Digital ads market growth has accelerated to 18.4% in 3Q’25 (vs 15.7% in 2Q’25 and 14.1% in 3Q’24).
Meta continues to gain market share every quarter. For the first time, Google’s advertising market share was below 50%. From 3Q’21 to 3Q’25, Meta and Amazon gained ~300 bps and ~400 bps market share, largely at the expense of Google who lost ~760 bps market share during this period.
Almost half of Google’s market share loss actually came from its low margin network business which is perhaps going to be increasingly irrelevant over time as search is gradually graduating to “zero click answer machine”. YouTube also lost market share during this period, but it is difficult to infer anything definitive from this data point given YouTube’s subscriptions has accelerated during this time. As Alphabet mentioned during 3Q’25 call, YouTube Music and Premium subscriber generates a meaningful higher gross profit than ad-supported users which certainly implies Alphabet is very happy to “lose” this market share to other advertising players.

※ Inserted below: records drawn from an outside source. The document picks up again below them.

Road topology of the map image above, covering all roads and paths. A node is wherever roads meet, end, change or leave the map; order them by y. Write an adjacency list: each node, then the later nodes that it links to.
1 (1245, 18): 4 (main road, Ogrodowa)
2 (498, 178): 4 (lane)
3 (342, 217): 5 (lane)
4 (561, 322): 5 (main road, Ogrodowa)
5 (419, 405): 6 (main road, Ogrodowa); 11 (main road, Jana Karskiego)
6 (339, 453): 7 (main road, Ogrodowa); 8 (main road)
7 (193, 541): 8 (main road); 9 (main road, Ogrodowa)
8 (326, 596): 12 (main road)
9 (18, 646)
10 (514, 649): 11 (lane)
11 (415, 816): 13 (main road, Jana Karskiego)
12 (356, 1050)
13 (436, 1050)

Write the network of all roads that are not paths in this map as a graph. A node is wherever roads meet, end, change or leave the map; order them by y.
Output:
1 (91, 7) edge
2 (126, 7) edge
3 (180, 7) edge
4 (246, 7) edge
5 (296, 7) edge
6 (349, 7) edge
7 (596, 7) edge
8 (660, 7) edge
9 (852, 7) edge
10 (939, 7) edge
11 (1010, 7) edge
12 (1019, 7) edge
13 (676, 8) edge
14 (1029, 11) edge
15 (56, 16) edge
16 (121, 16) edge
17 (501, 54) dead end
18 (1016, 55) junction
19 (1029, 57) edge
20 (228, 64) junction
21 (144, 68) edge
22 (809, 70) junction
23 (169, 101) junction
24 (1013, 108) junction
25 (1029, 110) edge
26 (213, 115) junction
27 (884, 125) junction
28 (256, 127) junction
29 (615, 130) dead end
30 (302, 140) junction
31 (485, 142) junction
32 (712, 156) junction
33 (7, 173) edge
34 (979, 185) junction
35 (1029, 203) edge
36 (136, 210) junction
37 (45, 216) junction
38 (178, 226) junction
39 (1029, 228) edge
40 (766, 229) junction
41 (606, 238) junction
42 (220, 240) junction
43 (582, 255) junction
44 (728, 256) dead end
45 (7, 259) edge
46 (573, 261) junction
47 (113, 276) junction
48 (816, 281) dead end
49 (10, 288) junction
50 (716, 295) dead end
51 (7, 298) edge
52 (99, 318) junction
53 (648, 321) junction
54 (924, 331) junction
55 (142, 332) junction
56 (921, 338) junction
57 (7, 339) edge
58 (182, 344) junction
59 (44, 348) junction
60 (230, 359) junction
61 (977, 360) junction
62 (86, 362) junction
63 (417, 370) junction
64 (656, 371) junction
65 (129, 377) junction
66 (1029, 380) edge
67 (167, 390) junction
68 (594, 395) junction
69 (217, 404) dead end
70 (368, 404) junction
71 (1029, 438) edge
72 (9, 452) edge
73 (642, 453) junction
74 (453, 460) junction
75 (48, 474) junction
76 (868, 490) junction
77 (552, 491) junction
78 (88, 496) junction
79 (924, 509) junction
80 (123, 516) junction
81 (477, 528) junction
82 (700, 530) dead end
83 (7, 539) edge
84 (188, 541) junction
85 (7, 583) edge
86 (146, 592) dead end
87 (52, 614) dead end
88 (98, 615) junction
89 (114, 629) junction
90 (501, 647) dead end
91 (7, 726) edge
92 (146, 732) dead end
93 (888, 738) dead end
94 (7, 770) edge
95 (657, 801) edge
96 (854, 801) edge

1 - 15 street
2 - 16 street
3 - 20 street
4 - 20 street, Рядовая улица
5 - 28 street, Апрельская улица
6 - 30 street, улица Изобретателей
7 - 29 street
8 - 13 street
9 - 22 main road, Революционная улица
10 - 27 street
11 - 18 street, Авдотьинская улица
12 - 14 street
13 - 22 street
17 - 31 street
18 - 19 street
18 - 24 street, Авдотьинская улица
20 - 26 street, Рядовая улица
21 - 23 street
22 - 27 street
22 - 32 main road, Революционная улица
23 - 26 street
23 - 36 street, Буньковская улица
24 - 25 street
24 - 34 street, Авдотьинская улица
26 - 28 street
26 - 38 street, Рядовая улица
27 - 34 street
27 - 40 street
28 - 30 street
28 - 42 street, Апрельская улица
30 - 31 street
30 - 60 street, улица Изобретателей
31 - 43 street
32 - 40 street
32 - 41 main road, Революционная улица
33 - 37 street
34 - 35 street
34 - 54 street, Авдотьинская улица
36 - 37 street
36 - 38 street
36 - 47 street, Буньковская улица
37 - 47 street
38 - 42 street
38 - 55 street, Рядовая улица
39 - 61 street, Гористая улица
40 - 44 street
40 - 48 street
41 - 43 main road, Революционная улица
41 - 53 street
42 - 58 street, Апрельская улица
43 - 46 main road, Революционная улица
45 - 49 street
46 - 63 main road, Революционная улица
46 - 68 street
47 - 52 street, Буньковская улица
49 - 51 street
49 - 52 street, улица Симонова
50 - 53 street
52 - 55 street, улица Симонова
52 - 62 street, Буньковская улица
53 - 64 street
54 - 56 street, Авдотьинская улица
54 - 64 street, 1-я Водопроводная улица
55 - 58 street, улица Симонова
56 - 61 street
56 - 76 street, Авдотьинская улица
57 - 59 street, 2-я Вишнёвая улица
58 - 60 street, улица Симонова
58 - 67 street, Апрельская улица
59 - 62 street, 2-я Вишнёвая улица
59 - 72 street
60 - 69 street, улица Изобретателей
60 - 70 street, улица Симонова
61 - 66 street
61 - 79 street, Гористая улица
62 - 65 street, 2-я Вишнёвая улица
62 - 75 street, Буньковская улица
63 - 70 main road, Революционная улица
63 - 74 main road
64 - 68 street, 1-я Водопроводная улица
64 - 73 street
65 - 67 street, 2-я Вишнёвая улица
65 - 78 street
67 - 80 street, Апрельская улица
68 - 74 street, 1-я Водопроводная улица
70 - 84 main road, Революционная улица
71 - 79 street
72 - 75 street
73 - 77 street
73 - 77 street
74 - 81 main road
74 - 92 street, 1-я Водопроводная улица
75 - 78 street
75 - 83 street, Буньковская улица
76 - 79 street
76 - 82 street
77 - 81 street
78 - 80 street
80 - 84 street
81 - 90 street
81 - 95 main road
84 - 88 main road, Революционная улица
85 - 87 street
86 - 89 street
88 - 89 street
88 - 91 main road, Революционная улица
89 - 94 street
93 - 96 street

As a result, it seems likely that a huge chunk of Alphabet’s market share “loss” in the last 4-5 years is a intentional retreat from some advertising markets. In fact, a part of me wonders whether this planned retreat may eventually expand to Search as well if Gemini gains further momentum, especially after they launch Gemini 3.0 later this year. If that happens, it might make inferring the health of Google’s search business more challenging than it may appear at first glance. Let me explain more.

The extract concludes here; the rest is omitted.